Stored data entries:
((
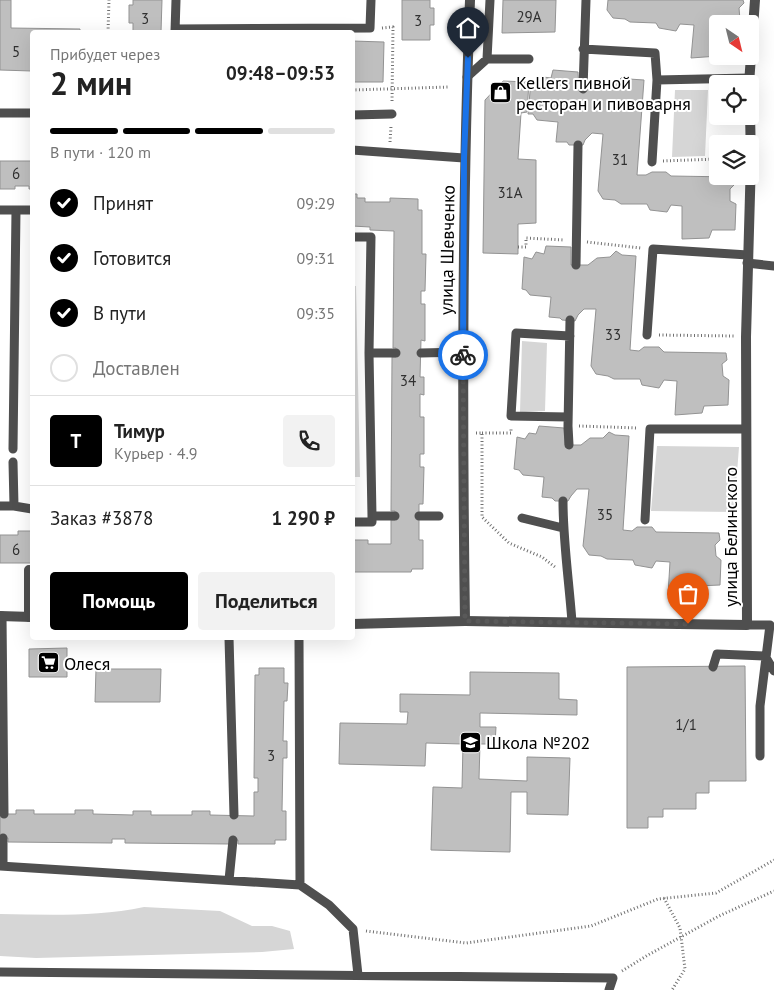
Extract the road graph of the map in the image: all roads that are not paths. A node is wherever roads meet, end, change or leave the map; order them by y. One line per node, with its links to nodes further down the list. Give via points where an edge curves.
1 (176, 0): 7 (lane)
2 (371, 0): 8 (lane, via 370,28)
3 (470, 0): 13 (street, улица Шевченко)
4 (490, 0): 10 (lane)
5 (586, 0): 9 (lane)
6 (756, 0): 12 (street)
7 (175, 30)
8 (240, 30)
9 (583, 49): 14 (lane, via 655,53); 16 (lane)
10 (487, 59): 11 (lane); 13 (lane)
11 (529, 59)
12 (750, 75)
13 (467, 77): 24 (street, улица Шевченко)
14 (657, 80): 15 (lane); 25 (lane)
15 (709, 81)
16 (584, 89)
17 (0, 113): 18 (lane)
18 (30, 113)
19 (392, 114): 20 (lane)
20 (355, 115)
21 (750, 125): 30 (street, улица Белинского)
22 (578, 145): 31 (lane)
23 (355, 150): 24 (lane)
24 (464, 158): 36 (street, улица Шевченко)
25 (652, 162)
26 (0, 210): 27 (lane)
27 (16, 210): 28 (lane); 43 (lane)
28 (30, 210)
29 (355, 237): 37 (lane, via 371,238)
30 (748, 259): 32 (lane); 34 (lane, via 653,249); 41 (street, улица Белинского)
31 (576, 265)
32 (774, 266)
33 (570, 320): 35 (lane)
34 (647, 335)
35 (570, 336): 40 (lane); 40 (lane, via 516,333 511,416)
36 (462, 352): 39 (lane); 60 (street, улица Шевченко)
37 (369, 353): 38 (lane); 49 (lane)
38 (396, 353)
39 (421, 353)
40 (568, 422): 42 (lane)
41 (745, 429): 54 (lane, via 650,429); 63 (street, улица Белинского)
42 (569, 445)
43 (12, 449)
44 (13, 462): 47 (lane)
45 (563, 501): 56 (lane)
46 (0, 506): 47 (lane)
47 (14, 506): 48 (lane)
48 (30, 509)
49 (372, 516): 50 (lane); 55 (lane, via 372,522)
50 (395, 516)
51 (419, 516): 52 (lane)
52 (439, 516)
53 (522, 518): 56 (lane)
54 (645, 520)
55 (355, 522)
56 (563, 528): 61 (lane)
57 (29, 570): 59 (street)
58 (1, 616): 59 (street); 70 (lane)
59 (30, 617)
60 (465, 621): 61 (street, улица Белинского); 62 (street, улица Белинского)
61 (572, 622): 63 (street, улица Белинского)
62 (355, 624)
63 (746, 625): 66 (lane, via 770,624)
64 (229, 640): 71 (lane)
65 (299, 640): 76 (lane)
66 (765, 656): 67 (lane, via 717,654); 68 (lane); 69 (lane)
67 (713, 667)
68 (774, 671)
69 (760, 756)
70 (4, 814)
71 (234, 815)
72 (3, 838): 74 (lane)
73 (233, 840): 75 (lane)
74 (2, 866): 75 (lane)
75 (229, 880): 76 (lane)
76 (300, 885): 78 (lane, via 329,905 353,929)
77 (0, 972): 78 (lane)
78 (358, 975): 79 (lane, via 613,978)
79 (609, 990)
))
The pictures stay out of the copy. Set down the entries above precisely.

Extract the road graph of the map in the image: all roads that are not paths. A node is wherever roads meet, end, change or leave the map; order them by y. One line per node, with its links to nodes further down the list. Give via points where an edge curves.
1 (176, 0): 7 (lane)
2 (371, 0): 8 (lane, via 370,28)
3 (470, 0): 13 (street, улица Шевченко)
4 (490, 0): 10 (lane)
5 (586, 0): 9 (lane)
6 (756, 0): 12 (street)
7 (175, 30)
8 (240, 30)
9 (583, 49): 14 (lane, via 655,53); 16 (lane)
10 (487, 59): 11 (lane); 13 (lane)
11 (529, 59)
12 (750, 75)
13 (467, 77): 24 (street, улица Шевченко)
14 (657, 80): 15 (lane); 25 (lane)
15 (709, 81)
16 (584, 89)
17 (0, 113): 18 (lane)
18 (30, 113)
19 (392, 114): 20 (lane)
20 (355, 115)
21 (750, 125): 30 (street, улица Белинского)
22 (578, 145): 31 (lane)
23 (355, 150): 24 (lane)
24 (464, 158): 36 (street, улица Шевченко)
25 (652, 162)
26 (0, 210): 27 (lane)
27 (16, 210): 28 (lane); 43 (lane)
28 (30, 210)
29 (355, 237): 37 (lane, via 371,238)
30 (748, 259): 32 (lane); 34 (lane, via 653,249); 41 (street, улица Белинского)
31 (576, 265)
32 (774, 266)
33 (570, 320): 35 (lane)
34 (647, 335)
35 (570, 336): 40 (lane); 40 (lane, via 516,333 511,416)
36 (462, 352): 39 (lane); 60 (street, улица Шевченко)
37 (369, 353): 38 (lane); 49 (lane)
38 (396, 353)
39 (421, 353)
40 (568, 422): 42 (lane)
41 (745, 429): 54 (lane, via 650,429); 63 (street, улица Белинского)
42 (569, 445)
43 (12, 449)
44 (13, 462): 47 (lane)
45 (563, 501): 56 (lane)
46 (0, 506): 47 (lane)
47 (14, 506): 48 (lane)
48 (30, 509)
49 (372, 516): 50 (lane); 55 (lane, via 372,522)
50 (395, 516)
51 (419, 516): 52 (lane)
52 (439, 516)
53 (522, 518): 56 (lane)
54 (645, 520)
55 (355, 522)
56 (563, 528): 61 (lane)
57 (29, 570): 59 (street)
58 (1, 616): 59 (street); 70 (lane)
59 (30, 617)
60 (465, 621): 61 (street, улица Белинского); 62 (street, улица Белинского)
61 (572, 622): 63 (street, улица Белинского)
62 (355, 624)
63 (746, 625): 66 (lane, via 770,624)
64 (229, 640): 71 (lane)
65 (299, 640): 76 (lane)
66 (765, 656): 67 (lane, via 717,654); 68 (lane); 69 (lane)
67 (713, 667)
68 (774, 671)
69 (760, 756)
70 (4, 814)
71 (234, 815)
72 (3, 838): 74 (lane)
73 (233, 840): 75 (lane)
74 (2, 866): 75 (lane)
75 (229, 880): 76 (lane)
76 (300, 885): 78 (lane, via 329,905 353,929)
77 (0, 972): 78 (lane)
78 (358, 975): 79 (lane, via 613,978)
79 (609, 990)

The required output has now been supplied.